No ideas for your wildlife film? Choose the type of story you’d like to tell
There are lots of themes to chosen from which are the kinds of stories that most wildlife documentaries fall into. For the most part, you might find that your treatment and initial outlines will include a number of these themes rather than one – but there is usually one overarching idea that will shine through.
You might decide on any of these beforehand – or it will become apparent during your production process. Such is the beauty of filmmaking – trust it.
Themes and types of stories to tell in natural history programming (most typical):
- Survival of Species (like Virunga)
- Awareness of Species (like our own feature The Tigers of Scotland)
- Humans in Nature (like River Monsters from Discovery)
- Wider Ecosystem
- Educational (children’s, informal, formal or academic)
- Behavioural Witness, aka ‘Saga Of…’ (BBC house style)
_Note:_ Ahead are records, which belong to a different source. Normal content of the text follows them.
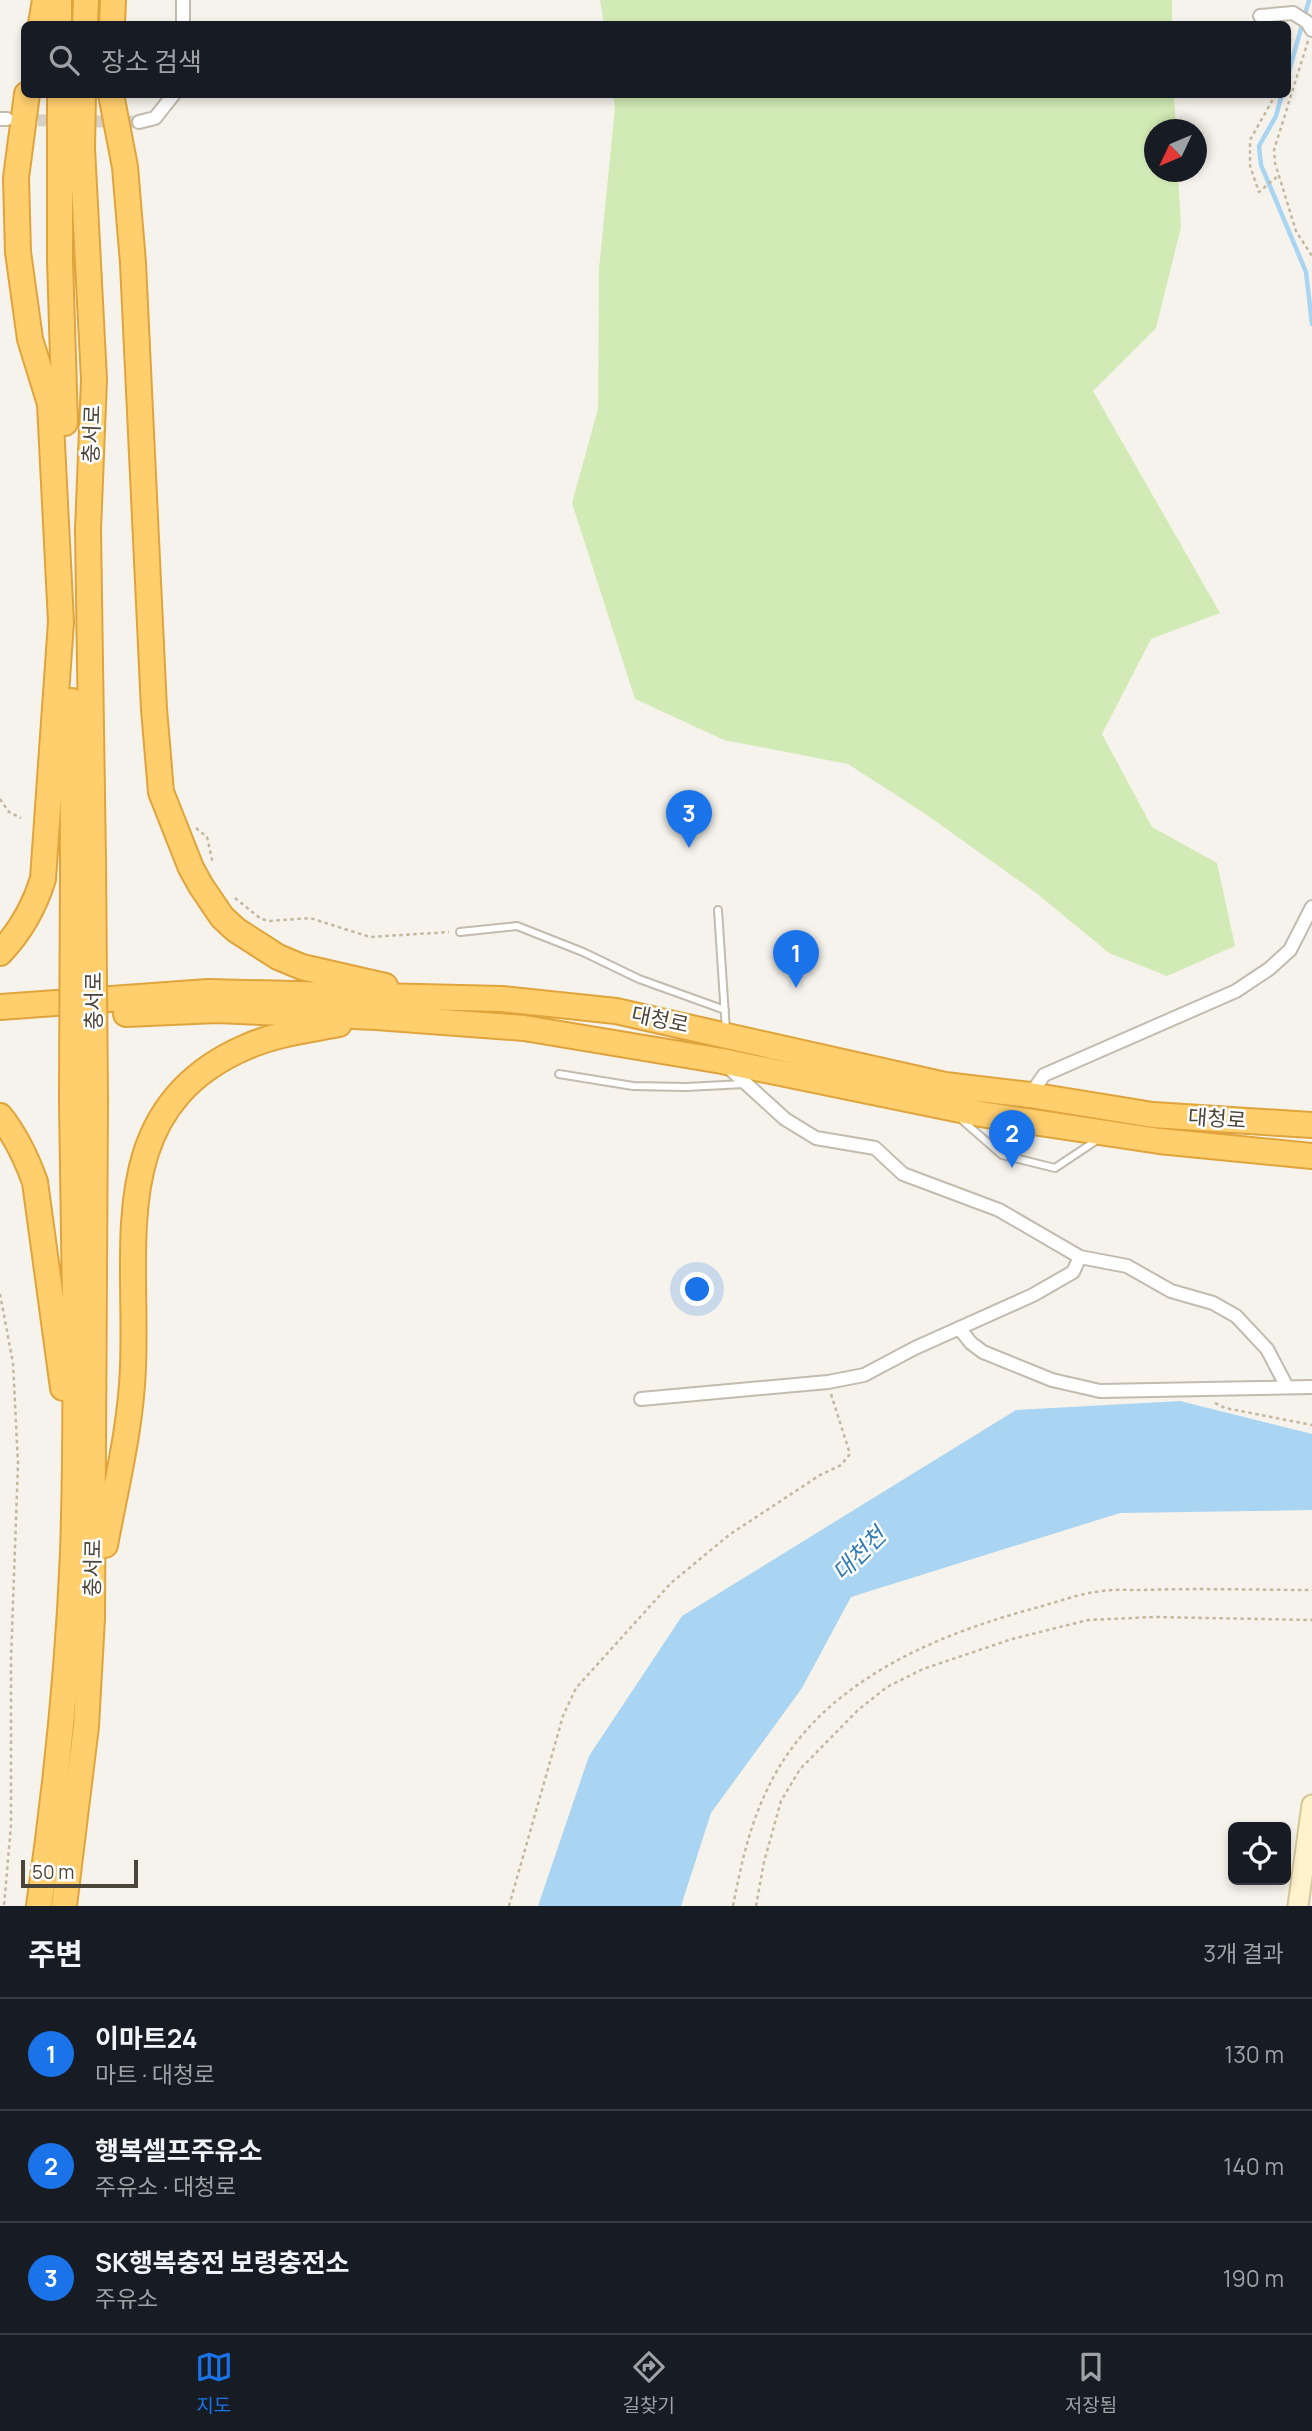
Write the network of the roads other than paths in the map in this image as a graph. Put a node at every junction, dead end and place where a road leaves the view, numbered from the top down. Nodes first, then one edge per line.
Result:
1 (45, 0) edge
2 (59, 0) edge
3 (86, 0) edge
4 (113, 0) edge
5 (183, 0) edge
6 (1260, 16) dead end
7 (42, 21) edge
8 (59, 21) edge
9 (85, 21) edge
10 (112, 21) edge
11 (183, 21) edge
12 (1310, 27) edge
13 (26, 98) edge
14 (60, 98) edge
15 (83, 98) edge
16 (112, 98) edge
17 (171, 98) edge
18 (139, 122) tunnel mouth
19 (83, 861) junction
20 (1312, 907) edge
21 (718, 910) dead end
22 (460, 932) road end
23 (0, 953) edge
24 (447, 998) junction
25 (0, 1007) edge
26 (376, 1017) junction
27 (725, 1022) junction
28 (0, 1023) edge
29 (722, 1061) junction
30 (559, 1074) dead end
31 (746, 1084) junction
32 (1030, 1095) junction
33 (84, 1100) junction
34 (948, 1107) junction
35 (0, 1116) edge
36 (1312, 1125) edge
37 (1107, 1133) junction
38 (1312, 1156) edge
39 (1080, 1257) junction
40 (959, 1328) junction
41 (1287, 1387) junction
42 (1312, 1387) edge
43 (641, 1399) dead end
44 (74, 1475) junction
45 (92, 1618) junction
46 (1312, 1805) edge
47 (39, 1906) edge
48 (64, 1906) edge
49 (1298, 1906) edge

1 - 7 highway
2 - 8 highway
3 - 9 highway
4 - 10 highway
5 - 11 street
6 - 12 street
13 - 23 highway
14 - 19 highway, 충서로
15 - 19 highway, 충서로
16 - 24 highway
17 - 18 street
19 - 33 highway, bridge
20 - 32 street
21 - 27 lane
22 - 27 lane
24 - 25 highway, 대청로
24 - 27 highway, 대청로
26 - 28 highway, 대청로
26 - 29 highway, 대청로
26 - 45 highway
27 - 29 lane
27 - 32 highway, 대청로
29 - 31 street
29 - 34 highway, 대청로
30 - 31 lane
31 - 39 street
32 - 36 highway, 대청로
33 - 44 highway, 충서로
33 - 45 highway, 충서로
34 - 37 highway, 대청로
34 - 37 lane
35 - 44 highway
37 - 38 highway, 대청로
39 - 40 street
39 - 41 street
40 - 41 street
40 - 43 street
41 - 42 street
44 - 47 highway, 충서로
45 - 48 highway, 충서로
46 - 49 main road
- Life and Times Of Species – with some historical references (or shorter “day in the life of” featurettes strung together into one story or journey)
- Conservation group or org-focused (similar to Survival theme), should include science and anthropology but can lean towards an agenda
- Personality/lifestyle crossover (such as The Supervet, or Man vs. Wild), usually serialised
It’s only when you open up your perspective to the sheer amount of types of natural history programming that the world really opens up to you in wildlife filmmaking, especially where genre crossovers might not have occurred before as a theme for you to take a look at in your own pre-prod planning.
By thinking about the kind of story that you’d like to tell when it comes to your natural history documentary, you can also start to inform almost every other element of your production, because suddenly you have got a step closer to, or you have chosen your format.
This then informs the lot, from research, to staffing, kit hire, production, budgets, pitches and distribution. (Although not necessarily in that order!). And what if you’re struggling with the kind of story to tell? Then start with your audience.
Who are you talking to with your chosen film?
Short of holding a captive or hostage paying audience – it’s only your audience that will make you successful in the end, and that has to be respected. Sometimes, that might be the only thing which needs to inform how you shape your idea.
Sometimes, you might have too many ideas at the same time – which is a luxurious position to be in! You might have 1,000 pitches in your head at any one time, all rolling around and waiting to be put on paper or turned into something substantial. How do you focus? If this is you, we also have some tips (and this is something we suffer from on the daily, to be quite frank)!
When you have too many ideas, write them all down. In full – or as far your ideas are taking you. Sometimes that alone can help you to truly understand where your focuses and ideas are being generated from, with what might actually be a lot of the same idea and only a few refined ones. This sounds harsh – but it’s often true! We tend to think in patterns as humans – and our ideas can often ‘formulate’ the same way.
Too many ideas for your wildlife film? Know your limitations
The creative mind despises this way of thinking, but the business mind often forces it. Occasionally we might flit from one idea to the next. While this helps to our brains highly-tuned to new ideas and opportunists, it can be nightmare in terms of trying to get anything done.
One sure-fire way of testing any of your ideas for their full potential (and your own sticking power to it) is to write every single one down, block out your time to ensure completion of documenting all of these ideas, and see where they actually take you.
Some projects that might seem like a great idea when you’re thinking about them might seem great in first light, but can soon reveal themselves to be either subject to limitations based on your budget, or simply that after writing it all down – you may no longer be interested in the subject matter than you imagined. It happens!
Happily, though – the most compelling stories have a habit of being the ones which stick out and naturally make you smile as you realise how achievable and how good an idea this is – sounds a little fluffy, but this can often be the case.
When it – or they – stand out as you’re writing them down, and they seem to naturally inspire more refinement, that can be a hint enough for an idea to emerge as one worth pursuing.